[Saved data entries]
------------------------

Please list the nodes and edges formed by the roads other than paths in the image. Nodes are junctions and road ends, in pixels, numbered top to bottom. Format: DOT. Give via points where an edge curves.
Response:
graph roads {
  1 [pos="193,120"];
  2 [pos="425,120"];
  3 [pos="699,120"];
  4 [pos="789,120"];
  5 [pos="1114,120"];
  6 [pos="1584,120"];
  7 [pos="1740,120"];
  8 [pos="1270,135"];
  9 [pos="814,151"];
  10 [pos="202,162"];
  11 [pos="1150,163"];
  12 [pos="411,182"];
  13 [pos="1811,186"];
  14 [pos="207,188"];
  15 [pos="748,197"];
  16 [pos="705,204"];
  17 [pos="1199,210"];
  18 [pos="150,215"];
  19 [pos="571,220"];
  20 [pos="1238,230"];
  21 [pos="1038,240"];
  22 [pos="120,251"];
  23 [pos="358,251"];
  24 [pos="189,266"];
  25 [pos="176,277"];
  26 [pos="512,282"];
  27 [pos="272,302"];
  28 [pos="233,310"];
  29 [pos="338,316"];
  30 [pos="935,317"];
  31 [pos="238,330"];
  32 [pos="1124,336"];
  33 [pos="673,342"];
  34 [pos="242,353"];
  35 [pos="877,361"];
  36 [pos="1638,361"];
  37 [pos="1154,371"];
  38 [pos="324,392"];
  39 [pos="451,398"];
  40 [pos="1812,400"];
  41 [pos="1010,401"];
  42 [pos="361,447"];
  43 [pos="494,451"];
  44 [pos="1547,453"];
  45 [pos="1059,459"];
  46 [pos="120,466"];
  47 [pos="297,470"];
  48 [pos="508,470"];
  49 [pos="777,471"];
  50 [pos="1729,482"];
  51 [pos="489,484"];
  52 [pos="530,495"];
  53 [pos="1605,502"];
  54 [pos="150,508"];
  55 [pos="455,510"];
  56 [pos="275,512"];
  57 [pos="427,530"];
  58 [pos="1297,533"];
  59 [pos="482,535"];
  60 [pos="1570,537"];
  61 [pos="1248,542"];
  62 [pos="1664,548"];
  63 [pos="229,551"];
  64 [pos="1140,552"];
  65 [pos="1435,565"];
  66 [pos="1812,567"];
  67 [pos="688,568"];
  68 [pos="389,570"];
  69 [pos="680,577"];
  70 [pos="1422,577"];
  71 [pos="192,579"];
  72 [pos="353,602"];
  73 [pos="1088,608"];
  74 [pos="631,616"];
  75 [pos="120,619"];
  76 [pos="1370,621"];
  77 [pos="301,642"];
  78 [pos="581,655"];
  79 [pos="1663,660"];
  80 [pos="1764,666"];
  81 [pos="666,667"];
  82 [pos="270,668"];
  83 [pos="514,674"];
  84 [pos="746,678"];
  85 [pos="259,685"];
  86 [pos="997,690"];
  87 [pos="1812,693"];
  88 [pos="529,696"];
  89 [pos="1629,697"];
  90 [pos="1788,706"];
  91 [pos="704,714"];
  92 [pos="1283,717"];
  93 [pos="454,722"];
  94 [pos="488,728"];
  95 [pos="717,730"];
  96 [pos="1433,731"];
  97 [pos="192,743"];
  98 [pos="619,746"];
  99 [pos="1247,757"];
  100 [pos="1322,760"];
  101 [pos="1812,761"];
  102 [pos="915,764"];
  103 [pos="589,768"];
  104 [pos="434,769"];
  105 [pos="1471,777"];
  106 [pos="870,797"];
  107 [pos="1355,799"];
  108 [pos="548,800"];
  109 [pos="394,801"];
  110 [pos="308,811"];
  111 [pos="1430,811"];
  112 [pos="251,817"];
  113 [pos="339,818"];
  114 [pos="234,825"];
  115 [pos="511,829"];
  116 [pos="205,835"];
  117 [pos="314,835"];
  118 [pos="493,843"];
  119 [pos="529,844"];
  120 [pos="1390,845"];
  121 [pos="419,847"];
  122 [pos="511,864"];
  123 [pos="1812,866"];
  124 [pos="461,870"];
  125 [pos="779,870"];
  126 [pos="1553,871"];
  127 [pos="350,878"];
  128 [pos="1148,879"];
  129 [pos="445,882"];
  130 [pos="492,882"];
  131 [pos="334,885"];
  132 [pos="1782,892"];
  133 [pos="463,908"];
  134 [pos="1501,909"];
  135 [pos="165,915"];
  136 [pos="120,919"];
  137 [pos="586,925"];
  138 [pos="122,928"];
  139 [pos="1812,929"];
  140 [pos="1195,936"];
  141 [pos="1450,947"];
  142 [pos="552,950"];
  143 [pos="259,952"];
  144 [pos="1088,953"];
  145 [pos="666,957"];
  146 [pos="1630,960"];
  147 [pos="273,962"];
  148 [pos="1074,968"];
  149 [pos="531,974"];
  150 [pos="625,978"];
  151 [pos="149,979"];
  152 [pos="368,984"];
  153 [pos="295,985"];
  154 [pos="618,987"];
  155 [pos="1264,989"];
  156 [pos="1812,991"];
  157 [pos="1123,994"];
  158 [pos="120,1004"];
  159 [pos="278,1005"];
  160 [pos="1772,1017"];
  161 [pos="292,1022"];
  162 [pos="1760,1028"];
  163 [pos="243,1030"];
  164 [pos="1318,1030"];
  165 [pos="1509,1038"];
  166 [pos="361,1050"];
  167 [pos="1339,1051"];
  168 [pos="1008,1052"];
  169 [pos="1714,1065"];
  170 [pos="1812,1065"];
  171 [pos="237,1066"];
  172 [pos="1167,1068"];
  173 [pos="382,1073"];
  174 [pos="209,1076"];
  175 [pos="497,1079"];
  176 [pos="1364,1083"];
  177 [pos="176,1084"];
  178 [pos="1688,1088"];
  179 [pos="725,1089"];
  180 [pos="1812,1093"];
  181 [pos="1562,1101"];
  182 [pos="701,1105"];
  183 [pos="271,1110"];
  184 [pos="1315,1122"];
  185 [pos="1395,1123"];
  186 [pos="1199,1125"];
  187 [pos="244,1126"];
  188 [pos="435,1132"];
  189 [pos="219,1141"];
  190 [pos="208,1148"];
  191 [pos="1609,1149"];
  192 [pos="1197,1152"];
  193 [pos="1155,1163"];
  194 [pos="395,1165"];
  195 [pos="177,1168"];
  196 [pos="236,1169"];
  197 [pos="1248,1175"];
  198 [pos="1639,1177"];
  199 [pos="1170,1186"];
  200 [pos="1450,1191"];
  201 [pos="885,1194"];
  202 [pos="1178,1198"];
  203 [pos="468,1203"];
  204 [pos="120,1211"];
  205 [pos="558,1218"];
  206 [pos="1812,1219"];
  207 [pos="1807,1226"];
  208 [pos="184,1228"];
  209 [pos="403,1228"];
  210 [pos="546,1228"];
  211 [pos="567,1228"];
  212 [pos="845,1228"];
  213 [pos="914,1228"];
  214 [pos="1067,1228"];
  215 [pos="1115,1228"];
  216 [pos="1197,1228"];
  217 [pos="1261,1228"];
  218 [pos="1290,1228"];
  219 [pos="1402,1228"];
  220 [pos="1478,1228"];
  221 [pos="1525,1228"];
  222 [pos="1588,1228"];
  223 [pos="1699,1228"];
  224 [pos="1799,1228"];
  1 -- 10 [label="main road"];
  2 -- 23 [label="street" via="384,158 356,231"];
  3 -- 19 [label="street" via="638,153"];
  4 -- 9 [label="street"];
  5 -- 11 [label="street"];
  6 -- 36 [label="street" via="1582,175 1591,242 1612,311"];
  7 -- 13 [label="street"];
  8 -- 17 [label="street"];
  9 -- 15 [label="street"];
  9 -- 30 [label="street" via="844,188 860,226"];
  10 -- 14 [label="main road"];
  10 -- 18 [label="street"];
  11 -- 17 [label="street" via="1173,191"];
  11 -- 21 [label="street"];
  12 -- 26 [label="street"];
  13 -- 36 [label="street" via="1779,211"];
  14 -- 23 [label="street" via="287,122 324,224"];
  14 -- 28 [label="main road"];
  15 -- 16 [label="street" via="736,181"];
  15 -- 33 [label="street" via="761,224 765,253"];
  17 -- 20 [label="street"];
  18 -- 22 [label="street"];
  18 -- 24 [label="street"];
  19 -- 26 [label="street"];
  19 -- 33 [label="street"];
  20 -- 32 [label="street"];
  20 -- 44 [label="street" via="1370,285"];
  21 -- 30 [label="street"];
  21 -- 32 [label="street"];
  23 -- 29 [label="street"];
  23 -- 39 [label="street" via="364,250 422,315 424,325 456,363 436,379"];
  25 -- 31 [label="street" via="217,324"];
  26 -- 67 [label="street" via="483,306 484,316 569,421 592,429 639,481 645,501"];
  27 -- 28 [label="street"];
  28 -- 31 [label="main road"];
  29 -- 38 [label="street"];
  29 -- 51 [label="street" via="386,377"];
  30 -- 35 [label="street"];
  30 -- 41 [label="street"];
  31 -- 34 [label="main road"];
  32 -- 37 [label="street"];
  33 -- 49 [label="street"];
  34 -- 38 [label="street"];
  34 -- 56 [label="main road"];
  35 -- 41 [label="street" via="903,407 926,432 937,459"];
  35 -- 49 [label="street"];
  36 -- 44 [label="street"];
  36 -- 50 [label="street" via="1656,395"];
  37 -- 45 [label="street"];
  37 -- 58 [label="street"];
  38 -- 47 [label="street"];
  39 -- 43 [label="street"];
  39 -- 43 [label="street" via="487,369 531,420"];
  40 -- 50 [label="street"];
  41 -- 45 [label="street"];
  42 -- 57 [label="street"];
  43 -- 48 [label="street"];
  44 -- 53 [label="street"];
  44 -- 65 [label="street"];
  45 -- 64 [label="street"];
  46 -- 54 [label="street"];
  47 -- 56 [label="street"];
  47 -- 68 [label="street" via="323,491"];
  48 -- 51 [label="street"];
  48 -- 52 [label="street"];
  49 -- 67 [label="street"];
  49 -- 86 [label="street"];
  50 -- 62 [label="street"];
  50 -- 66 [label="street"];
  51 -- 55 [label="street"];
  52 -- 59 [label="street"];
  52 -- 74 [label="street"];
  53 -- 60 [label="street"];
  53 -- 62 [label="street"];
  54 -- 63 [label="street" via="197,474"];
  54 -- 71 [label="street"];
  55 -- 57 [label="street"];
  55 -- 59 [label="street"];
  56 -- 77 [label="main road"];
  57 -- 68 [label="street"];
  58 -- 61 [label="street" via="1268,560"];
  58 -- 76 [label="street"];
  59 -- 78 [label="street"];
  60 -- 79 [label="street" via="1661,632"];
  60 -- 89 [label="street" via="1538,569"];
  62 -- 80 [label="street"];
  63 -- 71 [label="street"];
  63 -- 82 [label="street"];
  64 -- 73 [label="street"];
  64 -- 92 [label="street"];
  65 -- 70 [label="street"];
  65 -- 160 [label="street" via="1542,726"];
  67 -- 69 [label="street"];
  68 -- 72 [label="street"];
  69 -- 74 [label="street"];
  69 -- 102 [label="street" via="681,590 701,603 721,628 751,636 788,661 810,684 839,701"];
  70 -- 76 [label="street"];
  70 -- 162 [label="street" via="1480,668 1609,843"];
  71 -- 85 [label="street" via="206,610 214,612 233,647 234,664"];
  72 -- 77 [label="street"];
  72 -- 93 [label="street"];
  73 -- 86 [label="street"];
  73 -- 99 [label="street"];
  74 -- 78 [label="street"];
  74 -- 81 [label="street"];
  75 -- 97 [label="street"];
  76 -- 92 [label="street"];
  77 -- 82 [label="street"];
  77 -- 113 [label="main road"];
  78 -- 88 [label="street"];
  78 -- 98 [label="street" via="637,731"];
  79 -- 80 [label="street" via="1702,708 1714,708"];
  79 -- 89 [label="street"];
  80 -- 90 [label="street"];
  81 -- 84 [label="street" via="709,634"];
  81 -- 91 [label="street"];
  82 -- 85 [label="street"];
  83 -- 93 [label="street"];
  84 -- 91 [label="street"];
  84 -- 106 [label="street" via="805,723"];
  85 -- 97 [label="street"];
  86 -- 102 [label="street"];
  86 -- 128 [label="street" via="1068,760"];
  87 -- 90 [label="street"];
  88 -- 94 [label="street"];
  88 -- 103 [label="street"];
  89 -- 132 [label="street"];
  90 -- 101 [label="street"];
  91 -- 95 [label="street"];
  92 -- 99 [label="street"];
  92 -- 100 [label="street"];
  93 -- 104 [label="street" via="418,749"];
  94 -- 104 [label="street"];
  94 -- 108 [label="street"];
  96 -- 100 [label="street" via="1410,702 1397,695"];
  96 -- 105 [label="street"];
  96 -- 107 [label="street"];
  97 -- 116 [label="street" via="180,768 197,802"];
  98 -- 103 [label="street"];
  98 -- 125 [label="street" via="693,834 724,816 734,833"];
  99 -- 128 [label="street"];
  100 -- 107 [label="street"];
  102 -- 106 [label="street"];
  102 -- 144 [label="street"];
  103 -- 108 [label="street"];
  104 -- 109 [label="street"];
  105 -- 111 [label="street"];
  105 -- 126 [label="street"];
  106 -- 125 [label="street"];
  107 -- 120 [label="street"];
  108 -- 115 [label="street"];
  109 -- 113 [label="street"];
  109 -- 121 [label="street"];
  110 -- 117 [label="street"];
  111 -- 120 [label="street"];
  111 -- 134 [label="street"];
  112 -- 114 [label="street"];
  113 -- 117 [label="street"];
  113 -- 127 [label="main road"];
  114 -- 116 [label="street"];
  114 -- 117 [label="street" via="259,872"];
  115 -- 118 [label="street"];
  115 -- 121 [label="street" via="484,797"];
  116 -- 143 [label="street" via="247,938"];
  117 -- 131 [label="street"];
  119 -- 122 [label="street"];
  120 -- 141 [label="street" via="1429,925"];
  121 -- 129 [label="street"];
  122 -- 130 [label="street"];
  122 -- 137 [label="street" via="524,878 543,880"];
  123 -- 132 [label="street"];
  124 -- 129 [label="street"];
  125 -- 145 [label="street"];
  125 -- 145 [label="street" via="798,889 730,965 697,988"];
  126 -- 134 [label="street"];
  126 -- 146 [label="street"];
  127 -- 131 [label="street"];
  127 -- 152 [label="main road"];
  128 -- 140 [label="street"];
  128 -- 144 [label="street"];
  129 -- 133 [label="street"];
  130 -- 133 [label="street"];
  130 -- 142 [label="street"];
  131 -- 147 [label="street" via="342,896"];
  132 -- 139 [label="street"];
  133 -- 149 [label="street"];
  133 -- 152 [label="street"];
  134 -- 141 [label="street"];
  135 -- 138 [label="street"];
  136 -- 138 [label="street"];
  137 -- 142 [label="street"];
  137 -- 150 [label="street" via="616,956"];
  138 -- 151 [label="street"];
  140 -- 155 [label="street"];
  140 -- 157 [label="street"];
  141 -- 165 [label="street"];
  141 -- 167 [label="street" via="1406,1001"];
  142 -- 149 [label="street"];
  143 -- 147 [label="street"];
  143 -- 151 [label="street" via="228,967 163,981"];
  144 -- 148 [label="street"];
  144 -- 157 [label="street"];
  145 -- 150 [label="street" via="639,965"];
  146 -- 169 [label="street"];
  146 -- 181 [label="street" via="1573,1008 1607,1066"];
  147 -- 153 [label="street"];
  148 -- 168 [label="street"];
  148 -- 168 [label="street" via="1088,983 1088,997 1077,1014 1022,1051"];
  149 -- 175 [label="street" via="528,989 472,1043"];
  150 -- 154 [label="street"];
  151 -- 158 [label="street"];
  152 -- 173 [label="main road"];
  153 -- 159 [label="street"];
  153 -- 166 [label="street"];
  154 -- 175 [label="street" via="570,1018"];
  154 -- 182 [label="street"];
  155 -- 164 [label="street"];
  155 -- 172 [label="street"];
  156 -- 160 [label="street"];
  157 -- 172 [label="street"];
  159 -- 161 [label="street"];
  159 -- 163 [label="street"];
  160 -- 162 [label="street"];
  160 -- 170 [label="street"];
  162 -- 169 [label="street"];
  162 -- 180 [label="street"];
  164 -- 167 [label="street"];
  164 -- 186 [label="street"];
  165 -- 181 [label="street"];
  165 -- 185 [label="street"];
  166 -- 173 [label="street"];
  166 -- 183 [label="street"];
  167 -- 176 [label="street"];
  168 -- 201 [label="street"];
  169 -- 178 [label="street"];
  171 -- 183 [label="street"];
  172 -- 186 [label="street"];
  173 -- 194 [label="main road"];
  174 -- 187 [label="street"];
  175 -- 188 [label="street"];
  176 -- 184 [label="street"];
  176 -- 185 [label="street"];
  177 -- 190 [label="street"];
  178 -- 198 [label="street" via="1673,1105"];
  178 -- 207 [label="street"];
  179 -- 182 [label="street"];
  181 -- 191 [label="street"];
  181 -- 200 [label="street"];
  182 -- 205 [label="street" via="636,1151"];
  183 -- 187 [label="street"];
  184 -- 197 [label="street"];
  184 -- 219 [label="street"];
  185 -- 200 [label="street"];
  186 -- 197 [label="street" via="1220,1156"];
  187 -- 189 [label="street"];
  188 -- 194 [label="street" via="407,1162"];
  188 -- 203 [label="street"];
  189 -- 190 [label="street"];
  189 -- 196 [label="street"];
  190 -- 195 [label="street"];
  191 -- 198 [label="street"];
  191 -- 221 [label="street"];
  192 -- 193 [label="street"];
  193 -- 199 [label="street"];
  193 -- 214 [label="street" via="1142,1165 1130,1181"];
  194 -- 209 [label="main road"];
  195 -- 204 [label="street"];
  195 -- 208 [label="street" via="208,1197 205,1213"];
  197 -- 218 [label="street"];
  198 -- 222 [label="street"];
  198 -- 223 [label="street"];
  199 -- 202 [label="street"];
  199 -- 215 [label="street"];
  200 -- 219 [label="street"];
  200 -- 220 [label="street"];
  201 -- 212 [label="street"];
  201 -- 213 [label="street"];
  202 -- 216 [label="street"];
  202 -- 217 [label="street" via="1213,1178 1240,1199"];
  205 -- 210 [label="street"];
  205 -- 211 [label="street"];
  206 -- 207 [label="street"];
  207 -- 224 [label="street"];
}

------------------------

Go through the records above, find each line with the string "roads", and copy it.

Please list the nodes and edges formed by the roads other than paths in the image. Nodes are junctions and road ends, in pixels, numbered top to bottom. Format: DOT. Give via points where an edge curves.
graph roads {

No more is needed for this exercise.